WORK ITEM: Repeat the listing below line by line, exactly, leaving its pictures behind.

EXERCISE MATERIALS:
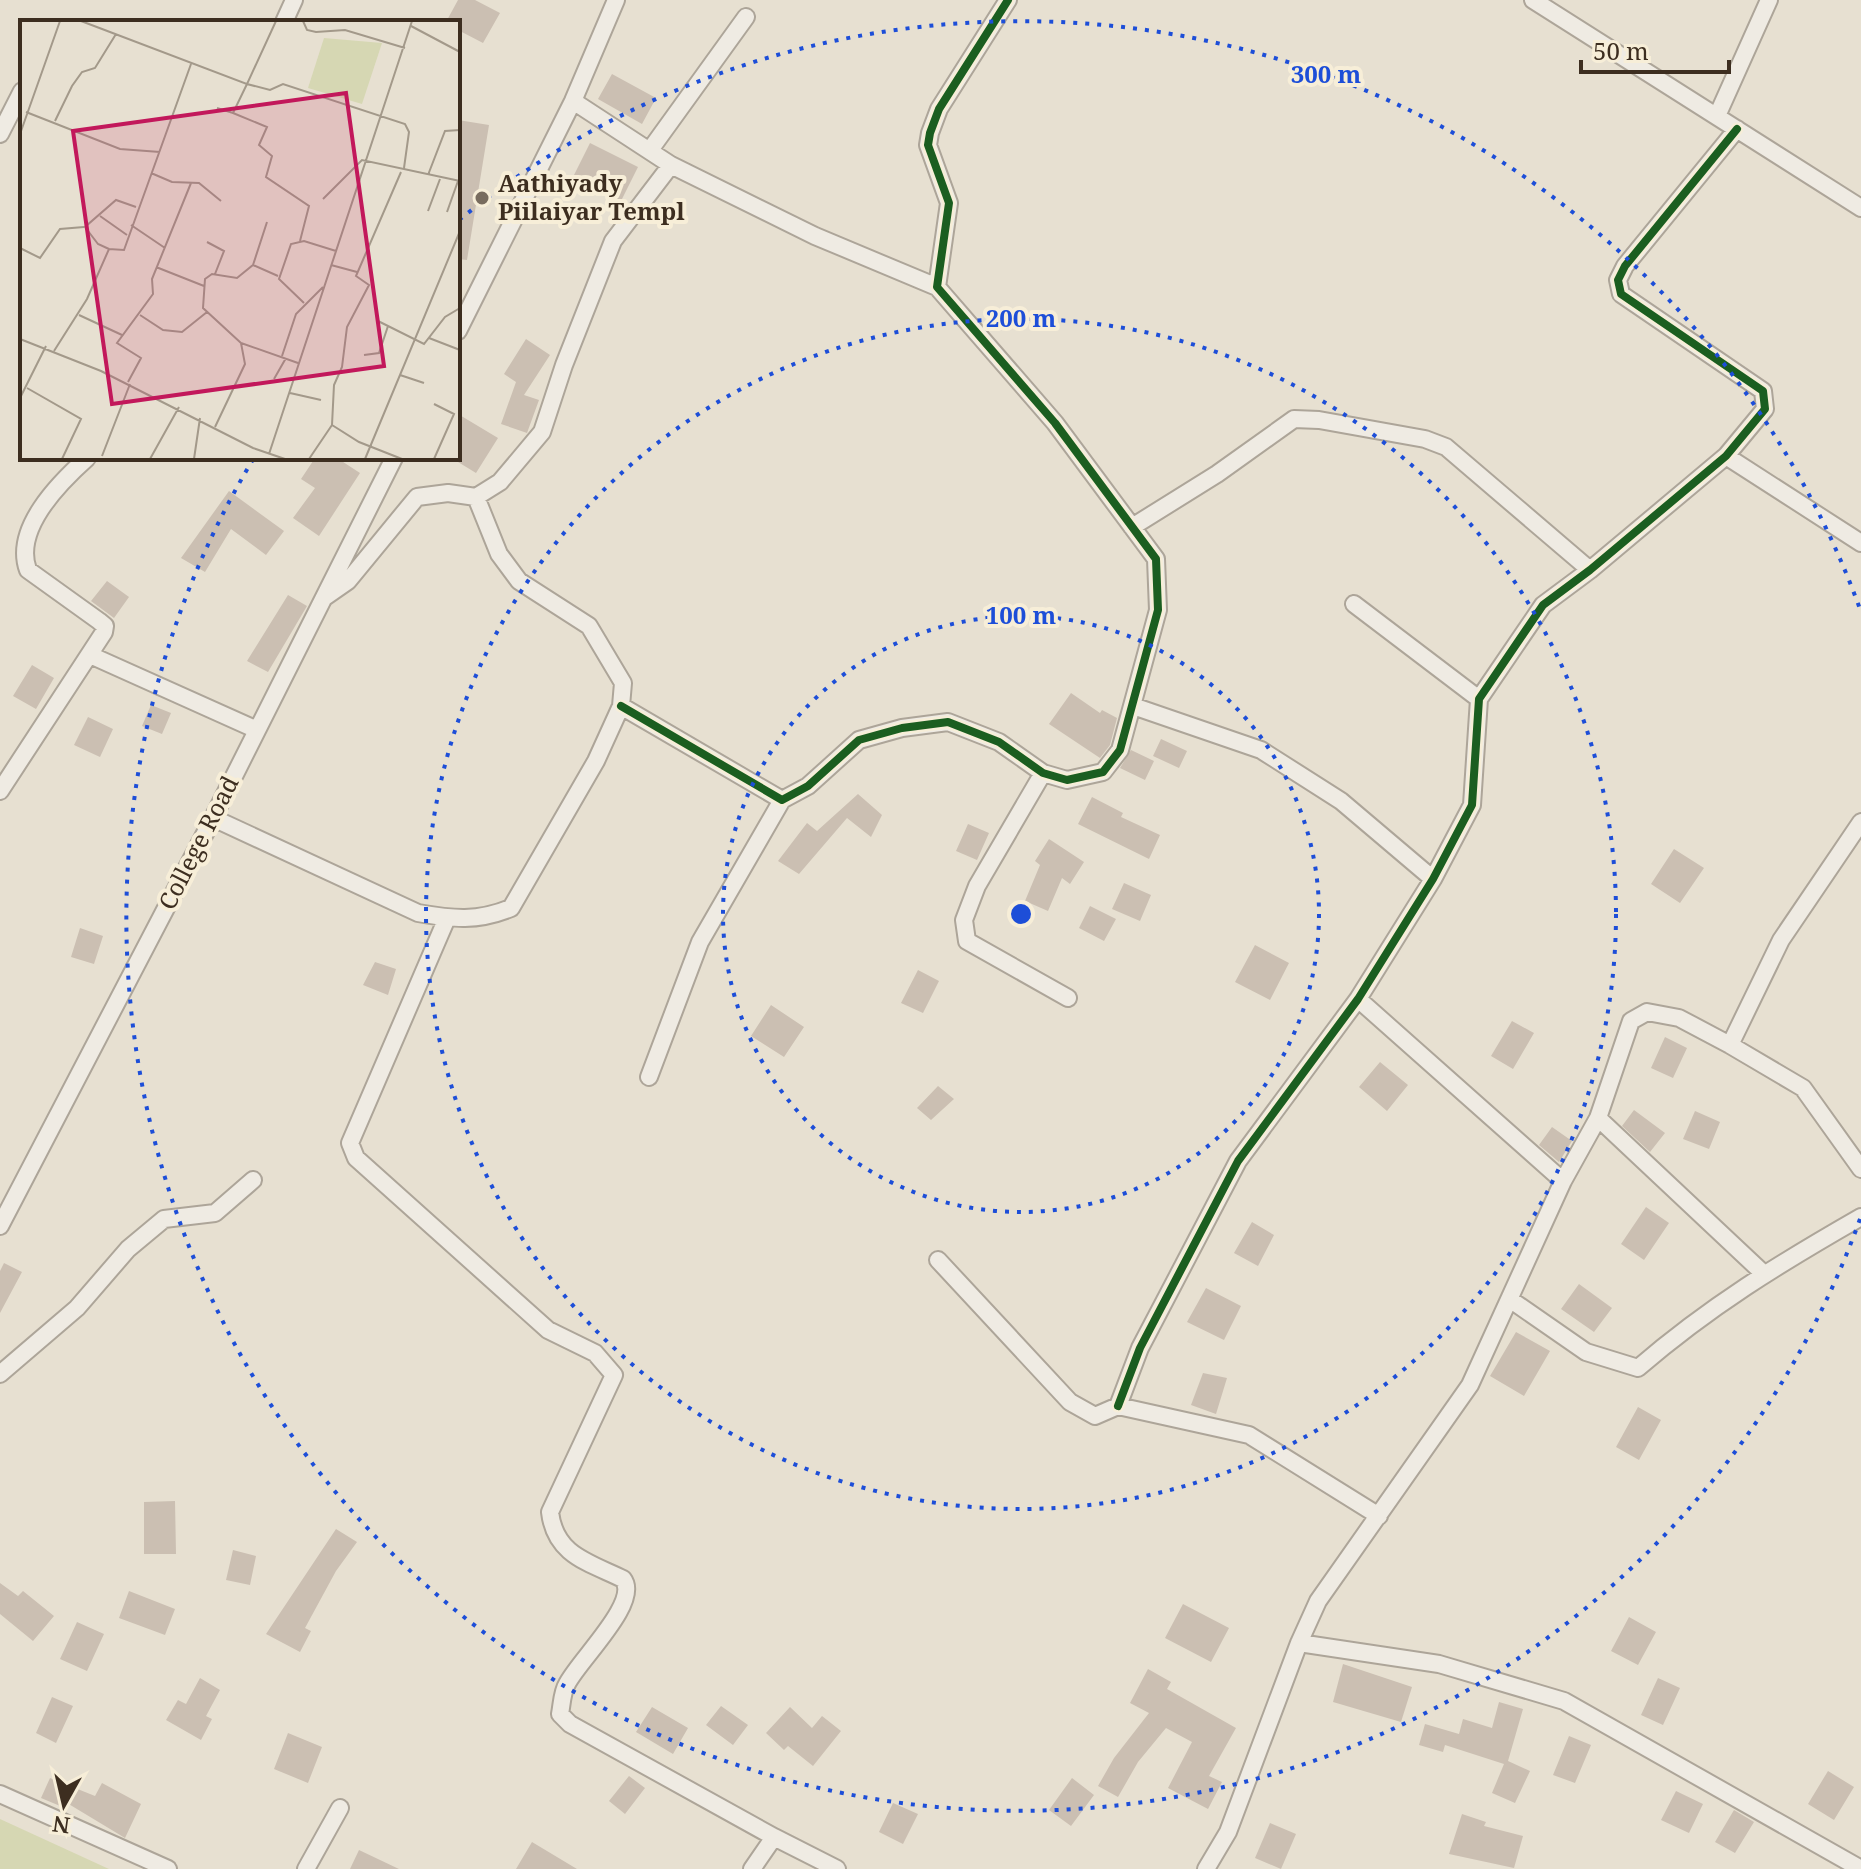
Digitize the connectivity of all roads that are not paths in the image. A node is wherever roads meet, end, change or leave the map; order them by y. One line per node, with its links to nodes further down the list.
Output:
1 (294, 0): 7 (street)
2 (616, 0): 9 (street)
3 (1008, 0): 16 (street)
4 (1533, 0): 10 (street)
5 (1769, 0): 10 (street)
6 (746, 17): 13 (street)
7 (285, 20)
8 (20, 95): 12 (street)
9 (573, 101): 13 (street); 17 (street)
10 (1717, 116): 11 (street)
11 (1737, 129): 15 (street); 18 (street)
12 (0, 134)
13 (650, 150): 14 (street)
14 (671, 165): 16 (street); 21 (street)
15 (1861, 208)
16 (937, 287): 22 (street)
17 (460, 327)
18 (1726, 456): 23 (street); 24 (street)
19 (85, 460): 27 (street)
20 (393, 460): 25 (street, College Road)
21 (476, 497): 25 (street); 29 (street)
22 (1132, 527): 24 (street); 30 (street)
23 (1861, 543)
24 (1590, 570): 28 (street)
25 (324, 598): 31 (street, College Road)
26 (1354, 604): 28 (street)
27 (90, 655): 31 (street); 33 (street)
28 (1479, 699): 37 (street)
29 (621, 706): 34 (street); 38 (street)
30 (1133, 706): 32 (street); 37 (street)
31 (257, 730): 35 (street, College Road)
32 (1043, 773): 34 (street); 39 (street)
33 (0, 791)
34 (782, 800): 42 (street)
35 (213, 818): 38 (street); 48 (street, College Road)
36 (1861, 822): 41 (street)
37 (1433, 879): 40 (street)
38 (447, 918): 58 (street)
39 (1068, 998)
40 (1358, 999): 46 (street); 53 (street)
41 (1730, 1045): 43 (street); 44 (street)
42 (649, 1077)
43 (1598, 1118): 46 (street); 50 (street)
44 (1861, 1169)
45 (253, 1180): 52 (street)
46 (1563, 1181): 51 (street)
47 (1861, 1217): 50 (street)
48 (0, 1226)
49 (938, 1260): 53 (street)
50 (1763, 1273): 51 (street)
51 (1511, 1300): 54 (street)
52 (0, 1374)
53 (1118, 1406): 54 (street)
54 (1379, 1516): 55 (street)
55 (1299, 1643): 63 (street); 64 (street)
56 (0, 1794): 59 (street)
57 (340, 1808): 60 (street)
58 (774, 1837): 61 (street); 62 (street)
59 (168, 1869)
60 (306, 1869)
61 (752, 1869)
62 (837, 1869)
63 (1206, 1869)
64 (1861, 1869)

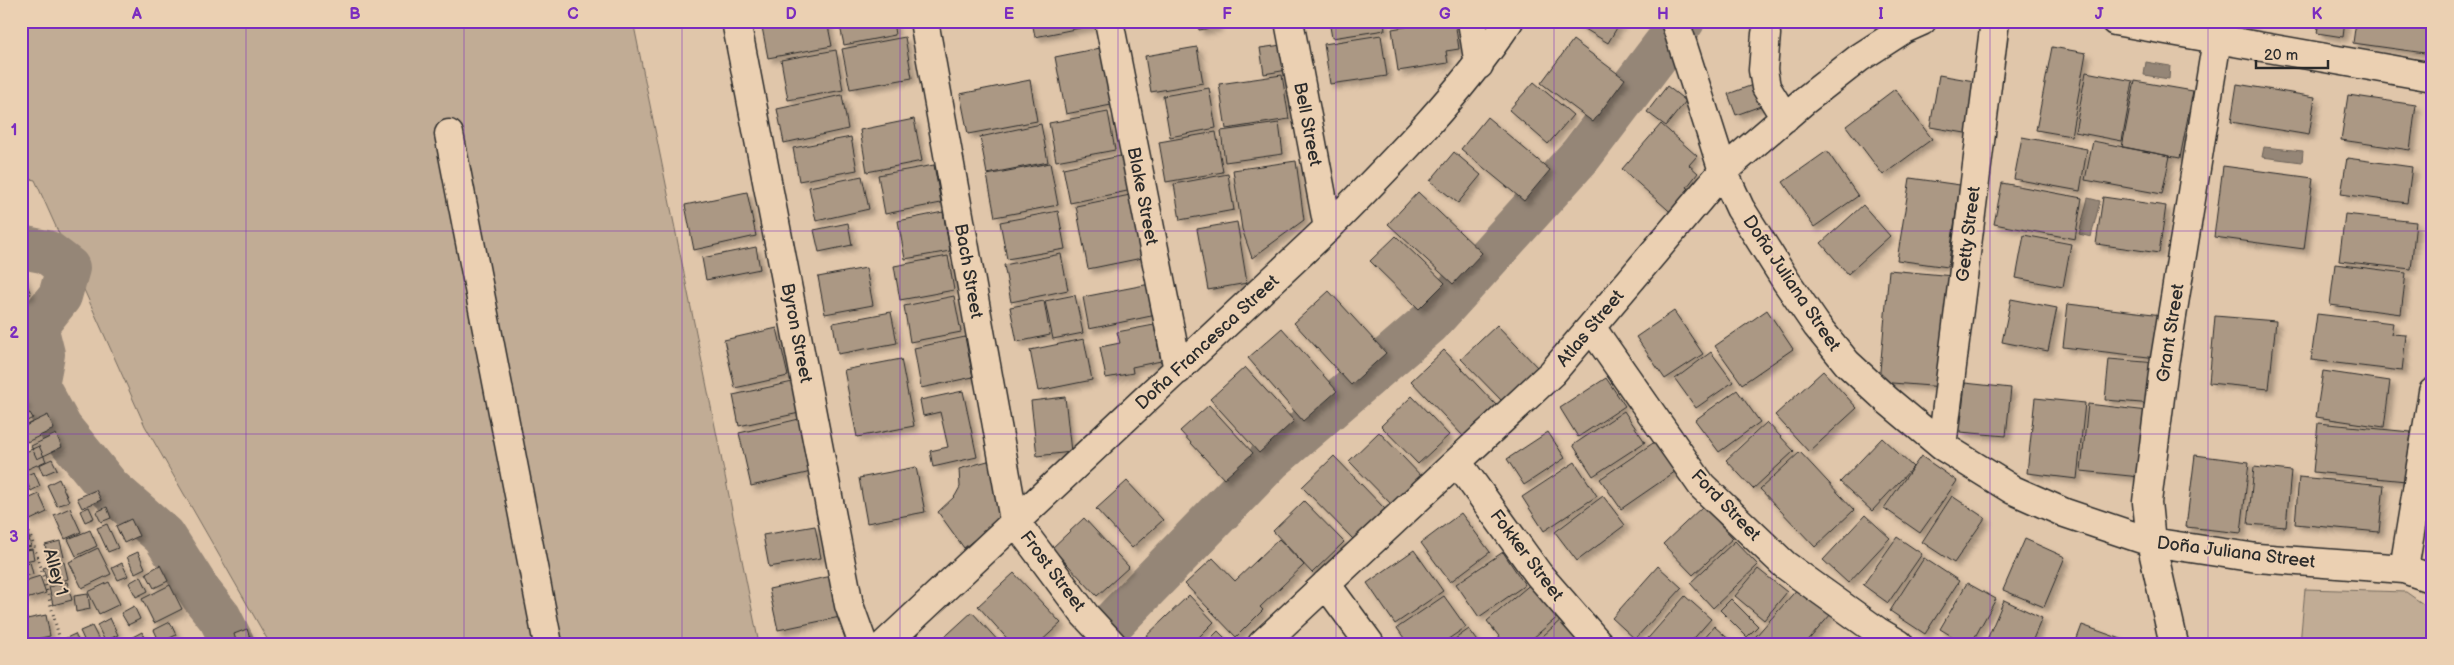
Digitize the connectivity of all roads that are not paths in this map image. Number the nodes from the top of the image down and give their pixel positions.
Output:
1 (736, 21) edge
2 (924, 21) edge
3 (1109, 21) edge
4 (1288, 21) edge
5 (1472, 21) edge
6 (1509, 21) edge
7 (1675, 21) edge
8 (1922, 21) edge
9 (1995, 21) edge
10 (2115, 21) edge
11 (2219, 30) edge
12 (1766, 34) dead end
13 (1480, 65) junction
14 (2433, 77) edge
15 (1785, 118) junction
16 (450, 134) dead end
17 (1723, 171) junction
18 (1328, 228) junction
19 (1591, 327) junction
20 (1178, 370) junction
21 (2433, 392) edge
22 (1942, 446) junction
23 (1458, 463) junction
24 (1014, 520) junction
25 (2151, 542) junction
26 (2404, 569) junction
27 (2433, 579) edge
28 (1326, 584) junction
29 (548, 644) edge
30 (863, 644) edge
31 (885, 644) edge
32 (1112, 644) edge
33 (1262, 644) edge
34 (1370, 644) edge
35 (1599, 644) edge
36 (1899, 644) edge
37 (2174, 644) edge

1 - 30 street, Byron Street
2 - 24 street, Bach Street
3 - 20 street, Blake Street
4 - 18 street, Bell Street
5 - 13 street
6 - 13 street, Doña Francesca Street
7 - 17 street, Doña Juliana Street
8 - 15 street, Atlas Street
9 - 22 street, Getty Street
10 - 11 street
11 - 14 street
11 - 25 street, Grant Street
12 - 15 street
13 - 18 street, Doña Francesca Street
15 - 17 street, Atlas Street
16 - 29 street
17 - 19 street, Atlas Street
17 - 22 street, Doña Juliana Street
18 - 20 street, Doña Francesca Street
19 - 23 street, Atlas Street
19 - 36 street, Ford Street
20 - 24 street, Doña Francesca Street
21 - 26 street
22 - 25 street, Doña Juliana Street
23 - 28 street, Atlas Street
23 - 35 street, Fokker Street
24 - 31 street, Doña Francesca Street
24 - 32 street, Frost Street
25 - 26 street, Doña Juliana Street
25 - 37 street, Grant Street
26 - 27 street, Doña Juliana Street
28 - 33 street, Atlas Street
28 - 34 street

EXERCISE RESULT:
Digitize the connectivity of all roads that are not paths in the image. A node is wherever roads meet, end, change or leave the map; order them by y. One line per node, with its links to nodes further down the list.
Output:
1 (294, 0): 7 (street)
2 (616, 0): 9 (street)
3 (1008, 0): 16 (street)
4 (1533, 0): 10 (street)
5 (1769, 0): 10 (street)
6 (746, 17): 13 (street)
7 (285, 20)
8 (20, 95): 12 (street)
9 (573, 101): 13 (street); 17 (street)
10 (1717, 116): 11 (street)
11 (1737, 129): 15 (street); 18 (street)
12 (0, 134)
13 (650, 150): 14 (street)
14 (671, 165): 16 (street); 21 (street)
15 (1861, 208)
16 (937, 287): 22 (street)
17 (460, 327)
18 (1726, 456): 23 (street); 24 (street)
19 (85, 460): 27 (street)
20 (393, 460): 25 (street, College Road)
21 (476, 497): 25 (street); 29 (street)
22 (1132, 527): 24 (street); 30 (street)
23 (1861, 543)
24 (1590, 570): 28 (street)
25 (324, 598): 31 (street, College Road)
26 (1354, 604): 28 (street)
27 (90, 655): 31 (street); 33 (street)
28 (1479, 699): 37 (street)
29 (621, 706): 34 (street); 38 (street)
30 (1133, 706): 32 (street); 37 (street)
31 (257, 730): 35 (street, College Road)
32 (1043, 773): 34 (street); 39 (street)
33 (0, 791)
34 (782, 800): 42 (street)
35 (213, 818): 38 (street); 48 (street, College Road)
36 (1861, 822): 41 (street)
37 (1433, 879): 40 (street)
38 (447, 918): 58 (street)
39 (1068, 998)
40 (1358, 999): 46 (street); 53 (street)
41 (1730, 1045): 43 (street); 44 (street)
42 (649, 1077)
43 (1598, 1118): 46 (street); 50 (street)
44 (1861, 1169)
45 (253, 1180): 52 (street)
46 (1563, 1181): 51 (street)
47 (1861, 1217): 50 (street)
48 (0, 1226)
49 (938, 1260): 53 (street)
50 (1763, 1273): 51 (street)
51 (1511, 1300): 54 (street)
52 (0, 1374)
53 (1118, 1406): 54 (street)
54 (1379, 1516): 55 (street)
55 (1299, 1643): 63 (street); 64 (street)
56 (0, 1794): 59 (street)
57 (340, 1808): 60 (street)
58 (774, 1837): 61 (street); 62 (street)
59 (168, 1869)
60 (306, 1869)
61 (752, 1869)
62 (837, 1869)
63 (1206, 1869)
64 (1861, 1869)

Digitize the connectivity of all roads that are not paths in this map image. Number the nodes from the top of the image down and give their pixel positions.
Output:
1 (736, 21) edge
2 (924, 21) edge
3 (1109, 21) edge
4 (1288, 21) edge
5 (1472, 21) edge
6 (1509, 21) edge
7 (1675, 21) edge
8 (1922, 21) edge
9 (1995, 21) edge
10 (2115, 21) edge
11 (2219, 30) edge
12 (1766, 34) dead end
13 (1480, 65) junction
14 (2433, 77) edge
15 (1785, 118) junction
16 (450, 134) dead end
17 (1723, 171) junction
18 (1328, 228) junction
19 (1591, 327) junction
20 (1178, 370) junction
21 (2433, 392) edge
22 (1942, 446) junction
23 (1458, 463) junction
24 (1014, 520) junction
25 (2151, 542) junction
26 (2404, 569) junction
27 (2433, 579) edge
28 (1326, 584) junction
29 (548, 644) edge
30 (863, 644) edge
31 (885, 644) edge
32 (1112, 644) edge
33 (1262, 644) edge
34 (1370, 644) edge
35 (1599, 644) edge
36 (1899, 644) edge
37 (2174, 644) edge

1 - 30 street, Byron Street
2 - 24 street, Bach Street
3 - 20 street, Blake Street
4 - 18 street, Bell Street
5 - 13 street
6 - 13 street, Doña Francesca Street
7 - 17 street, Doña Juliana Street
8 - 15 street, Atlas Street
9 - 22 street, Getty Street
10 - 11 street
11 - 14 street
11 - 25 street, Grant Street
12 - 15 street
13 - 18 street, Doña Francesca Street
15 - 17 street, Atlas Street
16 - 29 street
17 - 19 street, Atlas Street
17 - 22 street, Doña Juliana Street
18 - 20 street, Doña Francesca Street
19 - 23 street, Atlas Street
19 - 36 street, Ford Street
20 - 24 street, Doña Francesca Street
21 - 26 street
22 - 25 street, Doña Juliana Street
23 - 28 street, Atlas Street
23 - 35 street, Fokker Street
24 - 31 street, Doña Francesca Street
24 - 32 street, Frost Street
25 - 26 street, Doña Juliana Street
25 - 37 street, Grant Street
26 - 27 street, Doña Juliana Street
28 - 33 street, Atlas Street
28 - 34 street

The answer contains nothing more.